### Exercise details
Give the number of lines in the records that include the word "Ellen", and nothing besides.

### Given information

*** Block opens ***

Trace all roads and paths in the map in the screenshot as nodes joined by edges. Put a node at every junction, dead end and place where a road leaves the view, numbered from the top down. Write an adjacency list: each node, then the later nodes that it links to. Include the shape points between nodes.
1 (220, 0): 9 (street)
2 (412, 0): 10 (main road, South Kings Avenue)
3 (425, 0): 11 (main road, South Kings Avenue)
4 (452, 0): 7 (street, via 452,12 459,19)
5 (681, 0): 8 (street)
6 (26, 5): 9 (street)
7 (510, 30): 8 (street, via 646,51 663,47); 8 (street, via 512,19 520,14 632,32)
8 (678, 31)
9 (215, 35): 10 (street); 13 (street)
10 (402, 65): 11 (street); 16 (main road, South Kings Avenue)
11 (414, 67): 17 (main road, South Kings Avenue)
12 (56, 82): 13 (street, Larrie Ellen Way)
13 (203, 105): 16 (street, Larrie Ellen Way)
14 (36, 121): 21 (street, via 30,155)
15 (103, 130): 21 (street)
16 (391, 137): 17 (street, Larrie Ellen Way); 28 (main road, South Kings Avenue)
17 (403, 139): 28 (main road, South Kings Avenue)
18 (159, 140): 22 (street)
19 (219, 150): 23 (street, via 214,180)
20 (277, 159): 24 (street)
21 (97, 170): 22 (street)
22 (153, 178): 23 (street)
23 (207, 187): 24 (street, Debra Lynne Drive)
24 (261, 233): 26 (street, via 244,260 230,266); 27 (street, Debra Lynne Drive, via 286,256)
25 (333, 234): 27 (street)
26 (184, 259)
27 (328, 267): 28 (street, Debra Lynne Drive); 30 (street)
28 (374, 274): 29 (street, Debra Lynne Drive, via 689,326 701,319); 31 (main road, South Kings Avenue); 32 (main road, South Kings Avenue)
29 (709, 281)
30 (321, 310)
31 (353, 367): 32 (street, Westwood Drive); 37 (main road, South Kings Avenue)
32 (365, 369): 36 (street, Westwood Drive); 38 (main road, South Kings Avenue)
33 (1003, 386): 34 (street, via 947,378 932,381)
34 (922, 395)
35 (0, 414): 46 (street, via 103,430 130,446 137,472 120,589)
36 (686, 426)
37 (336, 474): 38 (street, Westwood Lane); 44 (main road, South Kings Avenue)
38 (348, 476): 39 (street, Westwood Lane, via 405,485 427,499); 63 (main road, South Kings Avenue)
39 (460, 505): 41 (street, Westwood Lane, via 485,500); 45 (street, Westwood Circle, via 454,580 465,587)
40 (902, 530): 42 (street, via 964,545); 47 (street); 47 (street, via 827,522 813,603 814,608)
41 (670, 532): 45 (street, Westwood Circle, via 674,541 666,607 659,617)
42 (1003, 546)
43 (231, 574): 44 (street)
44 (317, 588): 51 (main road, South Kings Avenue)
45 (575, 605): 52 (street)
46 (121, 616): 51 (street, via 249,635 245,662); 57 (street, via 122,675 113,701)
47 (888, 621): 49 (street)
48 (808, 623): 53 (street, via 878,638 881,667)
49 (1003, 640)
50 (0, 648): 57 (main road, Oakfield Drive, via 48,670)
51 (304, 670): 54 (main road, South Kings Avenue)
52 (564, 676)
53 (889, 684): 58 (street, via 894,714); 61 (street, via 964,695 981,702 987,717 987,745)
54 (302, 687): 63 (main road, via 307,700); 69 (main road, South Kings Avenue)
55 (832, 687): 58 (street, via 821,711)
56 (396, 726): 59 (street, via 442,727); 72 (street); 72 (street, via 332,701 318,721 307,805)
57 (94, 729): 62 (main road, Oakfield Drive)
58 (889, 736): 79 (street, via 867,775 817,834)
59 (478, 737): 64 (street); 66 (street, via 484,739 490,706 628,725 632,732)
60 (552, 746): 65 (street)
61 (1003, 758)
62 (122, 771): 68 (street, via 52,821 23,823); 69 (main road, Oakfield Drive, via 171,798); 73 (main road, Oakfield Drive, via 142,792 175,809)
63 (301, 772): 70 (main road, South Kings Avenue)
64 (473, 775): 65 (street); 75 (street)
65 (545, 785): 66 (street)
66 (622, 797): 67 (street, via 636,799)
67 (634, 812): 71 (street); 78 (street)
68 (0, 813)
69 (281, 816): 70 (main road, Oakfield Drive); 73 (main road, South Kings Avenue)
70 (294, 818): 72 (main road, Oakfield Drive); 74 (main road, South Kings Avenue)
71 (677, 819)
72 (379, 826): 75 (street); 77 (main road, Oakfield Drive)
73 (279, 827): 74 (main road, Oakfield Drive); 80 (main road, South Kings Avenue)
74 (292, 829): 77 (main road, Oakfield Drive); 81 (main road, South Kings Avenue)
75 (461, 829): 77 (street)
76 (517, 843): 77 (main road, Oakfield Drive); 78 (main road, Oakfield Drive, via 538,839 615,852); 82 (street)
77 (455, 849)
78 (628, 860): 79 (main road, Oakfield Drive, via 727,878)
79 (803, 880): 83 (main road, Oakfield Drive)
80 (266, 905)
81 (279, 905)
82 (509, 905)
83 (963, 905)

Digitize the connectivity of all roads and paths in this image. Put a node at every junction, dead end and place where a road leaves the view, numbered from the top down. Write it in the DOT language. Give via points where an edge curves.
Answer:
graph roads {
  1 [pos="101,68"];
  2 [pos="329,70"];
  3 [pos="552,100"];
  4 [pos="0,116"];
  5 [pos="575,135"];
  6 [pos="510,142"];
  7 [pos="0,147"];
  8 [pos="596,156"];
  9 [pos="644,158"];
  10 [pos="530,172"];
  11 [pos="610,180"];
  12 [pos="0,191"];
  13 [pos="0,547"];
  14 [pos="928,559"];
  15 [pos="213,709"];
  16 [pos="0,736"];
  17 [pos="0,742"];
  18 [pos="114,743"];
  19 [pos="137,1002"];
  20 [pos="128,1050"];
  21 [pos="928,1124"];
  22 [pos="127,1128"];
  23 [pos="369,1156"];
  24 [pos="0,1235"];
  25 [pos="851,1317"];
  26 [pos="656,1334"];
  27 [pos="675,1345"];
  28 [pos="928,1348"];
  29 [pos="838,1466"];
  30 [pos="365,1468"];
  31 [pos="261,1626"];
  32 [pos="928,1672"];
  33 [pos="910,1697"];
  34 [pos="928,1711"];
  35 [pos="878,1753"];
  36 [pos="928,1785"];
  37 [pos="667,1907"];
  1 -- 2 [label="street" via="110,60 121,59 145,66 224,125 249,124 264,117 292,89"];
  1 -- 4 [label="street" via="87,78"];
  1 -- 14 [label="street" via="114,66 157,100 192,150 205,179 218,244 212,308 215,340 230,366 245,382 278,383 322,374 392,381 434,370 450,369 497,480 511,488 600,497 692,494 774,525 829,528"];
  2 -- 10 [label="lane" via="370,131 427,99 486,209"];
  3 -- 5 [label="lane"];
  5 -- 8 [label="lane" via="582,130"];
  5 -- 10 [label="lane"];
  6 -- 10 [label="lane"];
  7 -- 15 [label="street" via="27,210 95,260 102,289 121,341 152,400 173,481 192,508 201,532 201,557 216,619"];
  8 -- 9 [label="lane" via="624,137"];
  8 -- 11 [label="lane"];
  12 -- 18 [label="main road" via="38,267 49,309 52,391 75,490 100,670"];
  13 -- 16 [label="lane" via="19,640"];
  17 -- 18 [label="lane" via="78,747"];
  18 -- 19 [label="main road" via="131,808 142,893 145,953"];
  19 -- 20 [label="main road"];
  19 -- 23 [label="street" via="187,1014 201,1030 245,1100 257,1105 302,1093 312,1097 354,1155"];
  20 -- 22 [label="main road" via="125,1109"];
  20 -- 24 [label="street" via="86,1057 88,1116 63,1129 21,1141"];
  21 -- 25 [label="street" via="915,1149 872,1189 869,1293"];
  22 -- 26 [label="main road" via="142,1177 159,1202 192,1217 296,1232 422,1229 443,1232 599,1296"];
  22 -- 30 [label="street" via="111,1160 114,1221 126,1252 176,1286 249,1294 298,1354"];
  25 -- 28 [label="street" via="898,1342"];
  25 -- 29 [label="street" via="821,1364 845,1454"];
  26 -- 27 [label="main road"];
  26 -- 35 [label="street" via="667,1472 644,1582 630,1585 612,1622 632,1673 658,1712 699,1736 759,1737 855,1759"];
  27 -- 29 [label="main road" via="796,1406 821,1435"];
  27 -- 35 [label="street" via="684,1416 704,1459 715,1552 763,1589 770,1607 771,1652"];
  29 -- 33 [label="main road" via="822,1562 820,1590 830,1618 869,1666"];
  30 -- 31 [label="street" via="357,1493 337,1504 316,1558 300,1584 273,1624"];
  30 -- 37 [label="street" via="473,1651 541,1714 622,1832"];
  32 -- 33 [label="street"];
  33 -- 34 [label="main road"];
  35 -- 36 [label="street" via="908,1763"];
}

*** Block closes ***

### Answer to this task
3